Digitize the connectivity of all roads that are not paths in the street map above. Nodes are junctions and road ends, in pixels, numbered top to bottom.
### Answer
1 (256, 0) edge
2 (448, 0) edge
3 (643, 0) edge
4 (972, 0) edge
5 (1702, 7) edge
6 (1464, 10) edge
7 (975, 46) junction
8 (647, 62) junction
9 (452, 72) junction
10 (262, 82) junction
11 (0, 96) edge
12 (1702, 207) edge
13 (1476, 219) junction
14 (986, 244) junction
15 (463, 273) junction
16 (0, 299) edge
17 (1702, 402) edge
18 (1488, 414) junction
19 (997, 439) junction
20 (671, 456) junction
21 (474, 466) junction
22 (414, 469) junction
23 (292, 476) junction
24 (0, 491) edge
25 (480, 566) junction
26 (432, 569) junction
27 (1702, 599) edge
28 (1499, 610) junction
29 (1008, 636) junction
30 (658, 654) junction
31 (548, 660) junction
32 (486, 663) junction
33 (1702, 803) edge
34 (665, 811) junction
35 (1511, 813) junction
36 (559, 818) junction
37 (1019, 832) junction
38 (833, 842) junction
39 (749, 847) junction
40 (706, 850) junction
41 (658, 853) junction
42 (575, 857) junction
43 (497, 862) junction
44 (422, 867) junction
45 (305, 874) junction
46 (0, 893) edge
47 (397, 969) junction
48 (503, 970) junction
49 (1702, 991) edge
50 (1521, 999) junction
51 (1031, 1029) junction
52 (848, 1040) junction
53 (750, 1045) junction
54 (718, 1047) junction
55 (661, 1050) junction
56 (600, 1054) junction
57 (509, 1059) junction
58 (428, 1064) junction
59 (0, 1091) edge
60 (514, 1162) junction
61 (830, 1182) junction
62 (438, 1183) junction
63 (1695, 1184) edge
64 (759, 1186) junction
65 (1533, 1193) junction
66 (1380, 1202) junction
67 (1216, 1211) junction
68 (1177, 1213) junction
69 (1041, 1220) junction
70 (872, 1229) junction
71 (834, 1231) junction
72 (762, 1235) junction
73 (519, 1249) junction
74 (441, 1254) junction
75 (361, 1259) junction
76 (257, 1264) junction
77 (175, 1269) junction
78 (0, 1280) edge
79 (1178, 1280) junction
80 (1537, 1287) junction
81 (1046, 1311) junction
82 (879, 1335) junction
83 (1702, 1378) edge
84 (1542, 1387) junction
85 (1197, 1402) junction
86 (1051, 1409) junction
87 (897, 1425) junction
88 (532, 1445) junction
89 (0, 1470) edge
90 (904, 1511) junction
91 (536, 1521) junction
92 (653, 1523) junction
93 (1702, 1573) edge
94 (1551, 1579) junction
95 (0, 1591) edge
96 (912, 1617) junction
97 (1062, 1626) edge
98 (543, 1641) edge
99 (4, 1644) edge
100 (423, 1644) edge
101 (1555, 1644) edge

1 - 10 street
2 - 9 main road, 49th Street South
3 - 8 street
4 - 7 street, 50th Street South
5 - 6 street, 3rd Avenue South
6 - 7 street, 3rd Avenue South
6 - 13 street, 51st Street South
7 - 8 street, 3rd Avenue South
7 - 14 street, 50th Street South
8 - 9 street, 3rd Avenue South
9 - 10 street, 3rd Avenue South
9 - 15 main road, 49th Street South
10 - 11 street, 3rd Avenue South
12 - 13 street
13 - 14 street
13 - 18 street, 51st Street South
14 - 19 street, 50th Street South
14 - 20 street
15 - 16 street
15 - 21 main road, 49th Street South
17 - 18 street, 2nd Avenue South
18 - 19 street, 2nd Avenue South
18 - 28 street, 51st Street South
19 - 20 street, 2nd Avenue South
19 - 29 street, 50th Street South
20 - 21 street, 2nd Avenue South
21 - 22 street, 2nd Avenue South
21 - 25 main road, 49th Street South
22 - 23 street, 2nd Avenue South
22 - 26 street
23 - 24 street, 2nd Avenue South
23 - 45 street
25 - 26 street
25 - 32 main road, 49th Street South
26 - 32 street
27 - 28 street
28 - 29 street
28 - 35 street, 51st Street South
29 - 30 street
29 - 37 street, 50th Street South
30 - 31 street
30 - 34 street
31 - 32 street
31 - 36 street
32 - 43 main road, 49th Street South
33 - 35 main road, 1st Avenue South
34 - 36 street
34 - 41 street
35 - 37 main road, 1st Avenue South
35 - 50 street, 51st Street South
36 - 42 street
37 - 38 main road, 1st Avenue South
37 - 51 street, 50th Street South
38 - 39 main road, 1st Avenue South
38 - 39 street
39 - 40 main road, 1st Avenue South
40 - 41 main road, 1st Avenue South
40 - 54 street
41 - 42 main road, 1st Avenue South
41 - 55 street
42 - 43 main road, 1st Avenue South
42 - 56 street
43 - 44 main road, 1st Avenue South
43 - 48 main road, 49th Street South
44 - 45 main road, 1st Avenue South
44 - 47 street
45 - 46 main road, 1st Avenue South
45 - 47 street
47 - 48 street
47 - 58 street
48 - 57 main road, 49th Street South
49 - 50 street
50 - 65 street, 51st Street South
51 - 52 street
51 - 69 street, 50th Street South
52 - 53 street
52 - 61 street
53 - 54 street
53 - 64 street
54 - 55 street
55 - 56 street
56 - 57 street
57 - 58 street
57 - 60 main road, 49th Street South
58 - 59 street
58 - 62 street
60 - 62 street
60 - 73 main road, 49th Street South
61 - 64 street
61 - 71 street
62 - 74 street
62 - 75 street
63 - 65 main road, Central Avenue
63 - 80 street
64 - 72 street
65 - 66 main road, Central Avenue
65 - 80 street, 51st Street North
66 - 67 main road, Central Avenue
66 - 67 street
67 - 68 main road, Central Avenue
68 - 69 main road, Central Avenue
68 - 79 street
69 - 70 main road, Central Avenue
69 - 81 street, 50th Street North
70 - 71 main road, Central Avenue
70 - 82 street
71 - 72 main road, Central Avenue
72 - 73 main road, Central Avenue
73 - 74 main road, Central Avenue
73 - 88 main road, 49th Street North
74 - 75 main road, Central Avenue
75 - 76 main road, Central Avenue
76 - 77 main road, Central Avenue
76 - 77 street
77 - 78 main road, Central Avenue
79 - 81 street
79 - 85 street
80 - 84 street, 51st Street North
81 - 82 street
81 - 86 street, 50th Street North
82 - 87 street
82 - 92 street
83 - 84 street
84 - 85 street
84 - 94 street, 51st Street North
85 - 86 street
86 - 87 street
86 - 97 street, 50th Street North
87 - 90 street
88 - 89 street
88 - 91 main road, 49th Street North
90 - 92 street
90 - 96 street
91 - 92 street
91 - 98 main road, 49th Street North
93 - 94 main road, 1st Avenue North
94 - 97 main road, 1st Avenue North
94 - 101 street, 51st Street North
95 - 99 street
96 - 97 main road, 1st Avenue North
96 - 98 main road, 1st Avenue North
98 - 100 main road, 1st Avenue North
.....
→ **EXERCISE INSTRUCTIONS**:
Every record must appear in the answer exactly as it does above.

→ **EXPECTED OUTPUT**:
Digitize the connectivity of all roads that are not paths in the street map above. Nodes are junctions and road ends, in pixels, numbered top to bottom.
### Answer
1 (256, 0) edge
2 (448, 0) edge
3 (643, 0) edge
4 (972, 0) edge
5 (1702, 7) edge
6 (1464, 10) edge
7 (975, 46) junction
8 (647, 62) junction
9 (452, 72) junction
10 (262, 82) junction
11 (0, 96) edge
12 (1702, 207) edge
13 (1476, 219) junction
14 (986, 244) junction
15 (463, 273) junction
16 (0, 299) edge
17 (1702, 402) edge
18 (1488, 414) junction
19 (997, 439) junction
20 (671, 456) junction
21 (474, 466) junction
22 (414, 469) junction
23 (292, 476) junction
24 (0, 491) edge
25 (480, 566) junction
26 (432, 569) junction
27 (1702, 599) edge
28 (1499, 610) junction
29 (1008, 636) junction
30 (658, 654) junction
31 (548, 660) junction
32 (486, 663) junction
33 (1702, 803) edge
34 (665, 811) junction
35 (1511, 813) junction
36 (559, 818) junction
37 (1019, 832) junction
38 (833, 842) junction
39 (749, 847) junction
40 (706, 850) junction
41 (658, 853) junction
42 (575, 857) junction
43 (497, 862) junction
44 (422, 867) junction
45 (305, 874) junction
46 (0, 893) edge
47 (397, 969) junction
48 (503, 970) junction
49 (1702, 991) edge
50 (1521, 999) junction
51 (1031, 1029) junction
52 (848, 1040) junction
53 (750, 1045) junction
54 (718, 1047) junction
55 (661, 1050) junction
56 (600, 1054) junction
57 (509, 1059) junction
58 (428, 1064) junction
59 (0, 1091) edge
60 (514, 1162) junction
61 (830, 1182) junction
62 (438, 1183) junction
63 (1695, 1184) edge
64 (759, 1186) junction
65 (1533, 1193) junction
66 (1380, 1202) junction
67 (1216, 1211) junction
68 (1177, 1213) junction
69 (1041, 1220) junction
70 (872, 1229) junction
71 (834, 1231) junction
72 (762, 1235) junction
73 (519, 1249) junction
74 (441, 1254) junction
75 (361, 1259) junction
76 (257, 1264) junction
77 (175, 1269) junction
78 (0, 1280) edge
79 (1178, 1280) junction
80 (1537, 1287) junction
81 (1046, 1311) junction
82 (879, 1335) junction
83 (1702, 1378) edge
84 (1542, 1387) junction
85 (1197, 1402) junction
86 (1051, 1409) junction
87 (897, 1425) junction
88 (532, 1445) junction
89 (0, 1470) edge
90 (904, 1511) junction
91 (536, 1521) junction
92 (653, 1523) junction
93 (1702, 1573) edge
94 (1551, 1579) junction
95 (0, 1591) edge
96 (912, 1617) junction
97 (1062, 1626) edge
98 (543, 1641) edge
99 (4, 1644) edge
100 (423, 1644) edge
101 (1555, 1644) edge

1 - 10 street
2 - 9 main road, 49th Street South
3 - 8 street
4 - 7 street, 50th Street South
5 - 6 street, 3rd Avenue South
6 - 7 street, 3rd Avenue South
6 - 13 street, 51st Street South
7 - 8 street, 3rd Avenue South
7 - 14 street, 50th Street South
8 - 9 street, 3rd Avenue South
9 - 10 street, 3rd Avenue South
9 - 15 main road, 49th Street South
10 - 11 street, 3rd Avenue South
12 - 13 street
13 - 14 street
13 - 18 street, 51st Street South
14 - 19 street, 50th Street South
14 - 20 street
15 - 16 street
15 - 21 main road, 49th Street South
17 - 18 street, 2nd Avenue South
18 - 19 street, 2nd Avenue South
18 - 28 street, 51st Street South
19 - 20 street, 2nd Avenue South
19 - 29 street, 50th Street South
20 - 21 street, 2nd Avenue South
21 - 22 street, 2nd Avenue South
21 - 25 main road, 49th Street South
22 - 23 street, 2nd Avenue South
22 - 26 street
23 - 24 street, 2nd Avenue South
23 - 45 street
25 - 26 street
25 - 32 main road, 49th Street South
26 - 32 street
27 - 28 street
28 - 29 street
28 - 35 street, 51st Street South
29 - 30 street
29 - 37 street, 50th Street South
30 - 31 street
30 - 34 street
31 - 32 street
31 - 36 street
32 - 43 main road, 49th Street South
33 - 35 main road, 1st Avenue South
34 - 36 street
34 - 41 street
35 - 37 main road, 1st Avenue South
35 - 50 street, 51st Street South
36 - 42 street
37 - 38 main road, 1st Avenue South
37 - 51 street, 50th Street South
38 - 39 main road, 1st Avenue South
38 - 39 street
39 - 40 main road, 1st Avenue South
40 - 41 main road, 1st Avenue South
40 - 54 street
41 - 42 main road, 1st Avenue South
41 - 55 street
42 - 43 main road, 1st Avenue South
42 - 56 street
43 - 44 main road, 1st Avenue South
43 - 48 main road, 49th Street South
44 - 45 main road, 1st Avenue South
44 - 47 street
45 - 46 main road, 1st Avenue South
45 - 47 street
47 - 48 street
47 - 58 street
48 - 57 main road, 49th Street South
49 - 50 street
50 - 65 street, 51st Street South
51 - 52 street
51 - 69 street, 50th Street South
52 - 53 street
52 - 61 street
53 - 54 street
53 - 64 street
54 - 55 street
55 - 56 street
56 - 57 street
57 - 58 street
57 - 60 main road, 49th Street South
58 - 59 street
58 - 62 street
60 - 62 street
60 - 73 main road, 49th Street South
61 - 64 street
61 - 71 street
62 - 74 street
62 - 75 street
63 - 65 main road, Central Avenue
63 - 80 street
64 - 72 street
65 - 66 main road, Central Avenue
65 - 80 street, 51st Street North
66 - 67 main road, Central Avenue
66 - 67 street
67 - 68 main road, Central Avenue
68 - 69 main road, Central Avenue
68 - 79 street
69 - 70 main road, Central Avenue
69 - 81 street, 50th Street North
70 - 71 main road, Central Avenue
70 - 82 street
71 - 72 main road, Central Avenue
72 - 73 main road, Central Avenue
73 - 74 main road, Central Avenue
73 - 88 main road, 49th Street North
74 - 75 main road, Central Avenue
75 - 76 main road, Central Avenue
76 - 77 main road, Central Avenue
76 - 77 street
77 - 78 main road, Central Avenue
79 - 81 street
79 - 85 street
80 - 84 street, 51st Street North
81 - 82 street
81 - 86 street, 50th Street North
82 - 87 street
82 - 92 street
83 - 84 street
84 - 85 street
84 - 94 street, 51st Street North
85 - 86 street
86 - 87 street
86 - 97 street, 50th Street North
87 - 90 street
88 - 89 street
88 - 91 main road, 49th Street North
90 - 92 street
90 - 96 street
91 - 92 street
91 - 98 main road, 49th Street North
93 - 94 main road, 1st Avenue North
94 - 97 main road, 1st Avenue North
94 - 101 street, 51st Street North
95 - 99 street
96 - 97 main road, 1st Avenue North
96 - 98 main road, 1st Avenue North
98 - 100 main road, 1st Avenue North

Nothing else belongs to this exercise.